Some browsers display a date-picker user interface for fields that have been designed for date-specific inputs. Some browsers do not. If one or more date-specific fields are defined on the registration page or the profile management page (or both), end users must enter the dates manually if their browsers do not display a date-picker user interface for those fields.

• LDAP referrals return an error and cause provisioning to fail if the user or group objects are defined at the DC level, and not within an OU or within the Users CN.
• The totalResults value in SCIM responses indicates the number of results returned in the current response, not the total number of estimated results on the LDAP server.

• If a source attribute has been configured for masking in an IdP adapter or IdP connection and the source attribute is mapped to OAuth's persistent grant USER_KEY attribute, the USER_KEY attribute will not be masked in the server logs. Other persistent grant attributes will be masked.
• Even if a source attribute has been configured for masking in an IdP adapter and the source attribute is mapped as the adapter's unique user key, the user key attribute is not masked in the server or audit logs.

• If a source attribute has been configured for masking in an IdP adapter or IdP connection and the source attribute is mapped to OAuth's persistent grant USER_KEY attribute, the USER_KEY attribute will not be masked in the server logs. Other persistent grant attributes will be masked.
• Even if a source attribute has been configured for masking in an IdP adapter and the source attribute is mapped as the adapter's unique user key, the user key attribute is not masked in the server or audit logs.

The RADIUS NAS-IP-Address is only included in Access-Request packets when the pf.bind.engine.address is set with an IPv4 address. IPv6 is not supported.

When deploying PingFederate with a forward proxy, plugins based on the AWS SDK, such as the Amazon SNS Notification Publisher, will only honor the http.proxyHost, http.proxyPort, http.proxyUser, and http.proxyPassword properties in run.properties. The plugin will rely on these properties even if the service URL is https.

Ping Identity commits to deliver the best experience for administrators and users. As we continue to improve our products, we encourage you to migrate off of Microsoft Internet Explorer 11. Starting with PingFederate 11.0, Internet Explorer 11 is no longer included in the PingFederate qualification process for administrators or users. For a list of supported browsers, see System requirements.

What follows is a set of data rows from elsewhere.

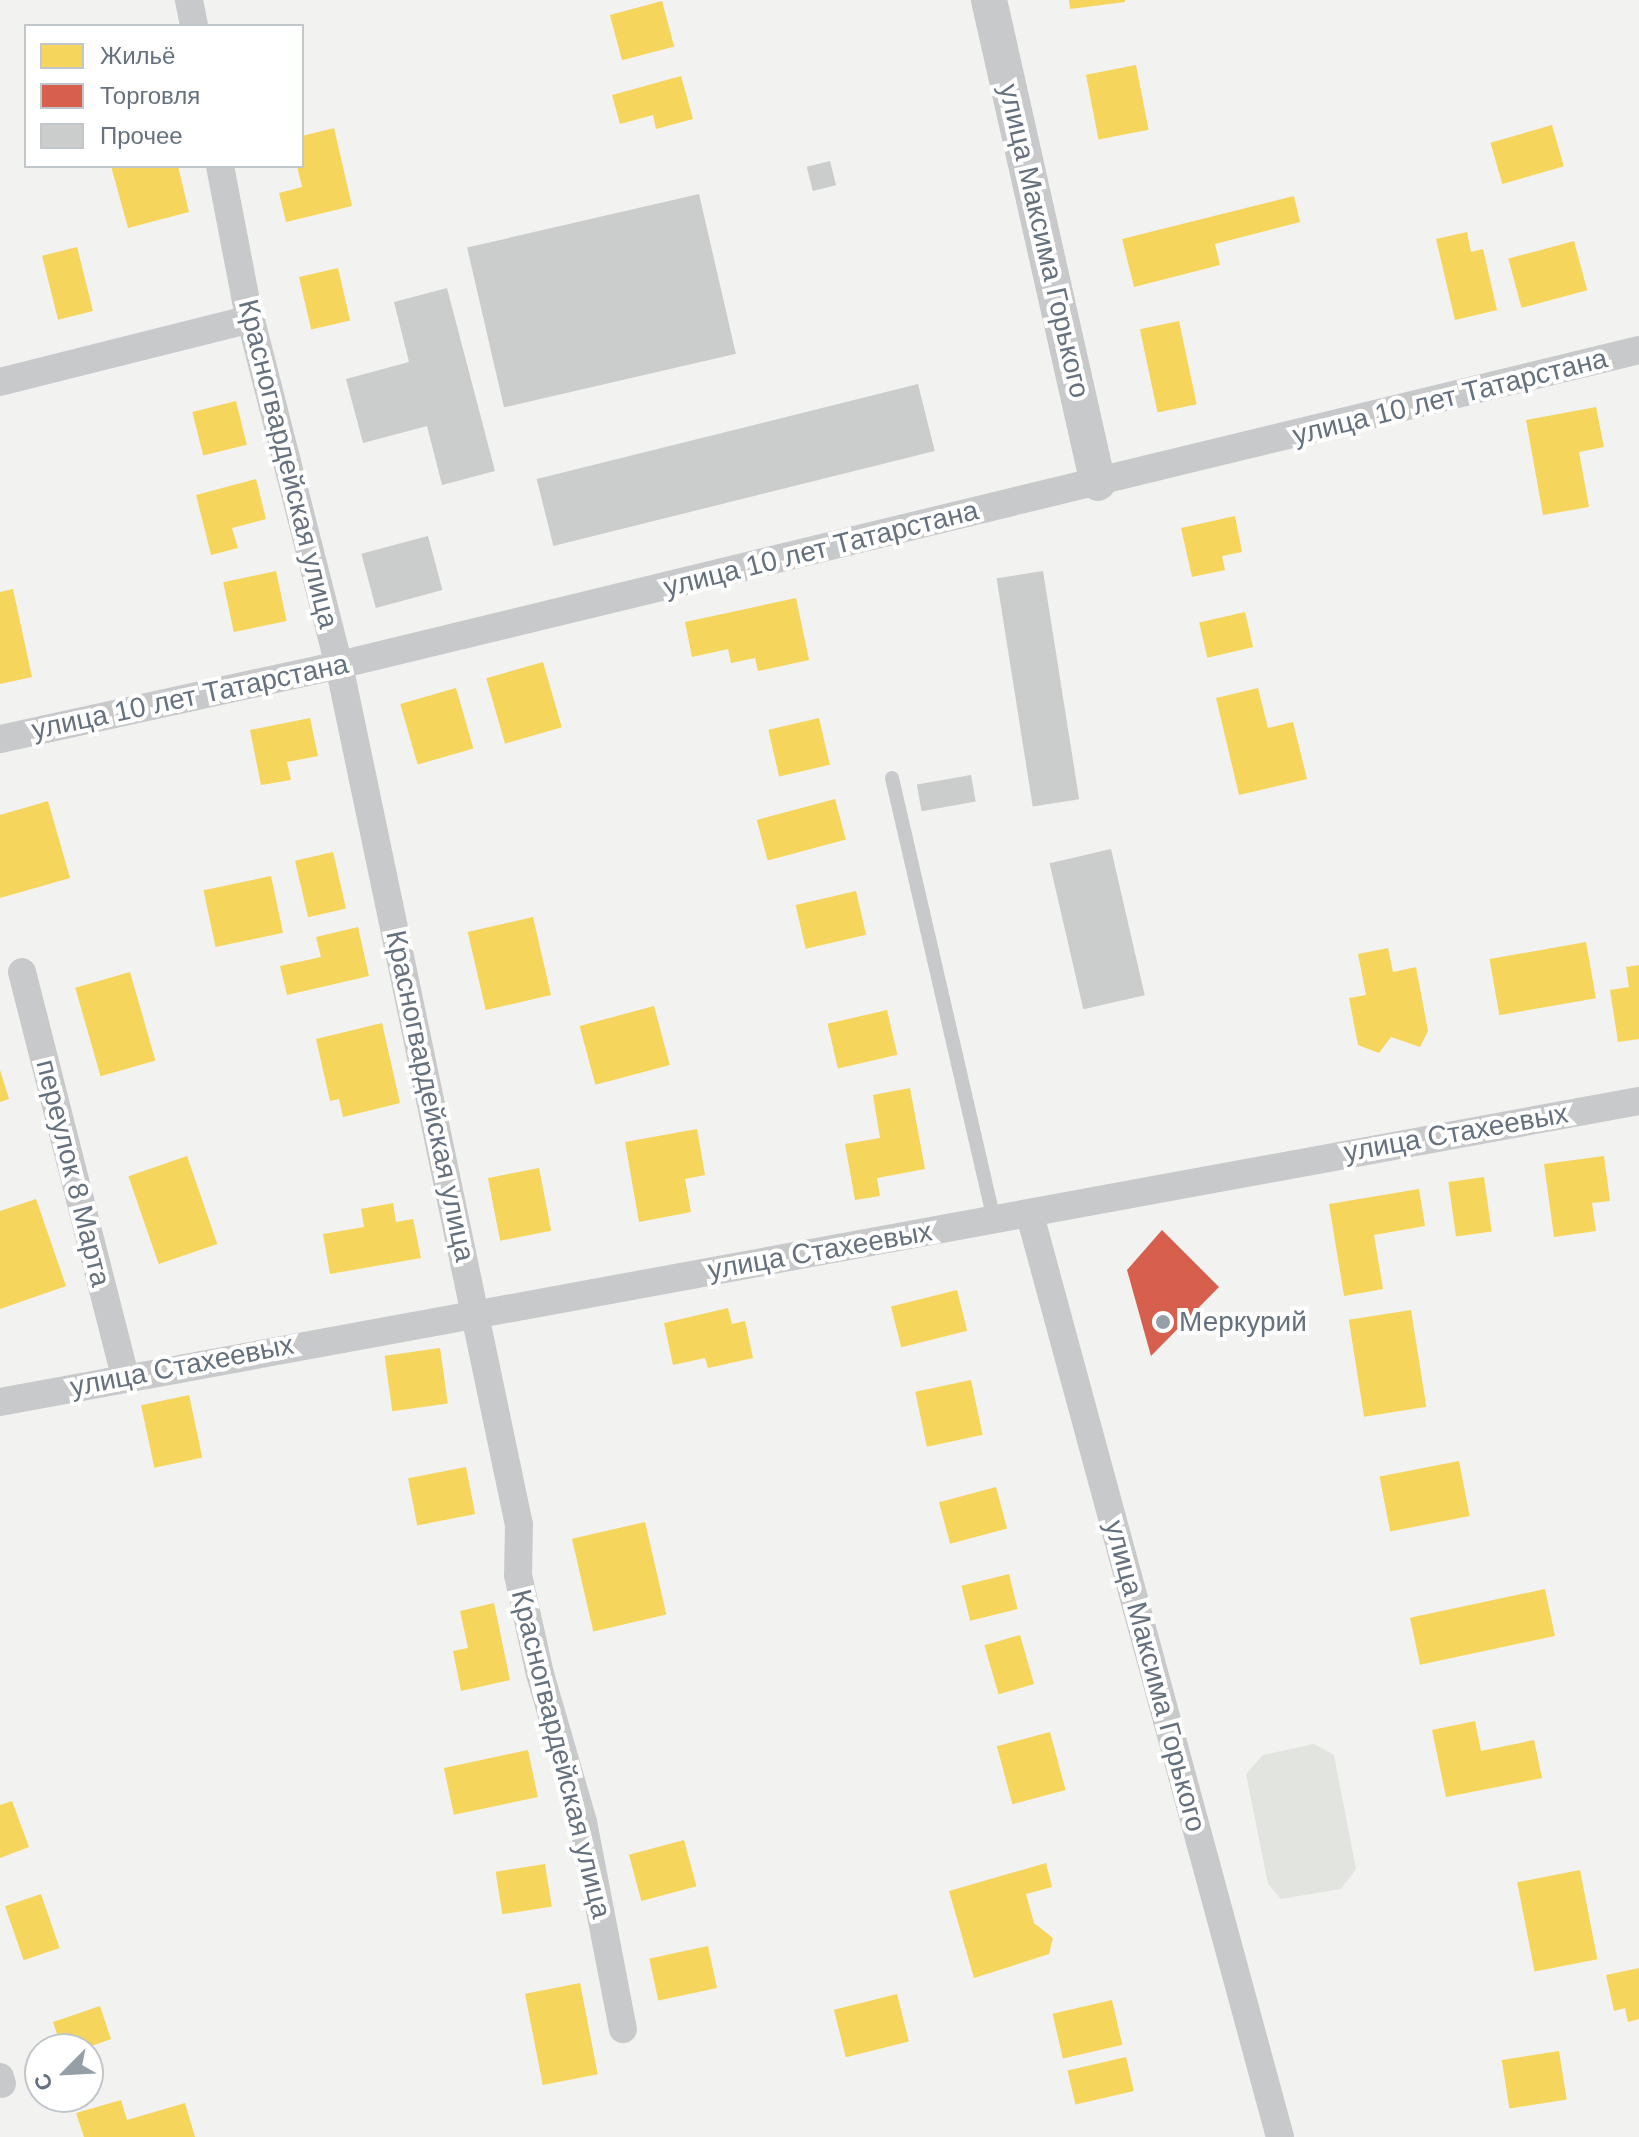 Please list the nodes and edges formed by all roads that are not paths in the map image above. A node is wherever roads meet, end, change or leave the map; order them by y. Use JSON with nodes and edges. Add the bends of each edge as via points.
{"nodes":[{"id":1,"x":189,"y":0,"type":"edge"},
{"id":2,"x":989,"y":0,"type":"edge"},
{"id":3,"x":194,"y":24,"type":"edge"},
{"id":4,"x":220,"y":168,"type":"edge"},
{"id":5,"x":250,"y":319,"type":"junction"},
{"id":6,"x":1639,"y":350,"type":"edge"},
{"id":7,"x":0,"y":382,"type":"edge"},
{"id":8,"x":1098,"y":483,"type":"junction"},
{"id":9,"x":339,"y":665,"type":"junction"},
{"id":10,"x":0,"y":739,"type":"edge"},
{"id":11,"x":892,"y":778,"type":"dead end"},
{"id":12,"x":22,"y":972,"type":"dead end"},
{"id":13,"x":1639,"y":1101,"type":"edge"},
{"id":14,"x":1030,"y":1215,"type":"junction"},
{"id":15,"x":994,"y":1221,"type":"junction"},
{"id":16,"x":475,"y":1311,"type":"junction"},
{"id":17,"x":125,"y":1375,"type":"junction"},
{"id":18,"x":0,"y":1402,"type":"edge"},
{"id":19,"x":623,"y":2029,"type":"dead end"},
{"id":20,"x":1280,"y":2137,"type":"edge"}],
"edges":[{"from":1,"to":3,"type":"street"},
{"from":2,"to":8,"type":"street","name":"улица Максима Горького"},
{"from":4,"to":5,"type":"street","name":"Красногвардейская улица"},
{"from":5,"to":7,"type":"street"},
{"from":5,"to":9,"type":"street","name":"Красногвардейская улица"},
{"from":6,"to":8,"type":"street","name":"улица 10 лет Татарстана"},
{"from":8,"to":9,"type":"street","name":"улица 10 лет Татарстана"},
{"from":9,"to":10,"type":"street","name":"улица 10 лет Татарстана"},
{"from":9,"to":16,"type":"street","name":"Красногвардейская улица"},
{"from":11,"to":15,"type":"lane"},
{"from":12,"to":17,"type":"street","name":"переулок 8 Марта"},
{"from":13,"to":14,"type":"street","name":"улица Стахеевых","via":[[1228,1172]]},
{"from":14,"to":15,"type":"street","name":"улица Стахеевых"},
{"from":14,"to":20,"type":"street","name":"улица Максима Горького"},
{"from":15,"to":16,"type":"street","name":"улица Стахеевых"},
{"from":16,"to":17,"type":"street","name":"улица Стахеевых"},
{"from":16,"to":19,"type":"street","name":"Красногвардейская улица","via":[[519,1525],[518,1575],[583,1822]]},
{"from":17,"to":18,"type":"street","name":"улица Стахеевых"}]} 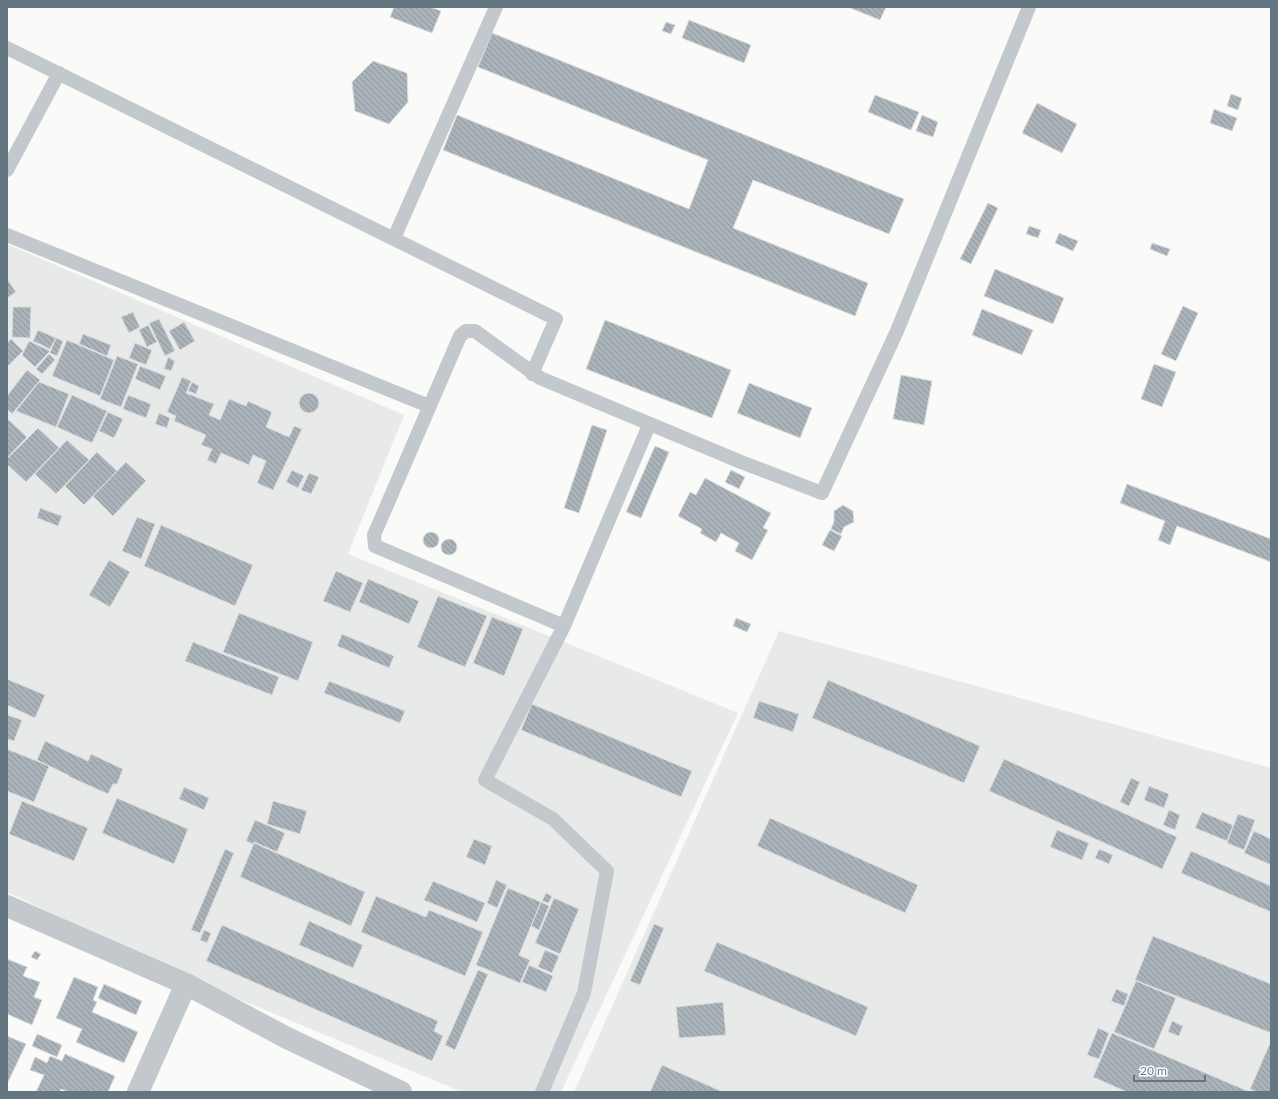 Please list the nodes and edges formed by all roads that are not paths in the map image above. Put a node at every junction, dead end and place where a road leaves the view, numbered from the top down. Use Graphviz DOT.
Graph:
graph roads {
  1 [pos="496,7"];
  2 [pos="1029,7"];
  3 [pos="7,48"];
  4 [pos="59,73"];
  5 [pos="7,170"];
  6 [pos="7,235"];
  7 [pos="394,238"];
  8 [pos="532,374"];
  9 [pos="429,406"];
  10 [pos="649,425"];
  11 [pos="564,626"];
  12 [pos="7,906"];
  13 [pos="186,984"];
  14 [pos="138,1092"];
  15 [pos="401,1092"];
  16 [pos="542,1092"];
  1 -- 7 [label="lane"];
  2 -- 10 [label="lane"];
  3 -- 4 [label="lane"];
  4 -- 5 [label="lane"];
  4 -- 7 [label="lane"];
  6 -- 9 [label="lane"];
  7 -- 8 [label="lane"];
  8 -- 9 [label="lane"];
  8 -- 10 [label="lane"];
  9 -- 11 [label="lane"];
  10 -- 11 [label="lane"];
  11 -- 16 [label="lane"];
  12 -- 13 [label="street"];
  13 -- 14 [label="street"];
  13 -- 15 [label="street"];
}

As of PingFederate 10.2, these features have been deprecated and will be removed in a future release.

As Oracle ended its Premier Support for Oracle Directory Server Enterprise Edition (ODSEE 11g) in December 2019, we no longer include ODSEE as part of the PingFederate qualification process (starting with PingFederate 10.2). We continue to qualify against Oracle Unified Directory (www.oracle.com/middleware/technologies/unified-directory.html) and other supported directory servers. For a full list, see System requirements.

Starting with PingFederate 10.2, monitoring and reporting through the SNMP has been removed.

Starting with PingFederate 10.1, roles and protocols are always enabled and no longer configurable through the administrative console and API.

Starting with PingFederate 10.1, the S3_PING discovery protocol has been deprecated. Customers running on AWS infrastructure should instead use NATIVE_S3_PING.

Starting with PingFederate 10.0, the Red Hat Enterprise Linux install script is no longer available. To install PingFederate 10.0 for Linux, you must download and extract the product distribution .zip file.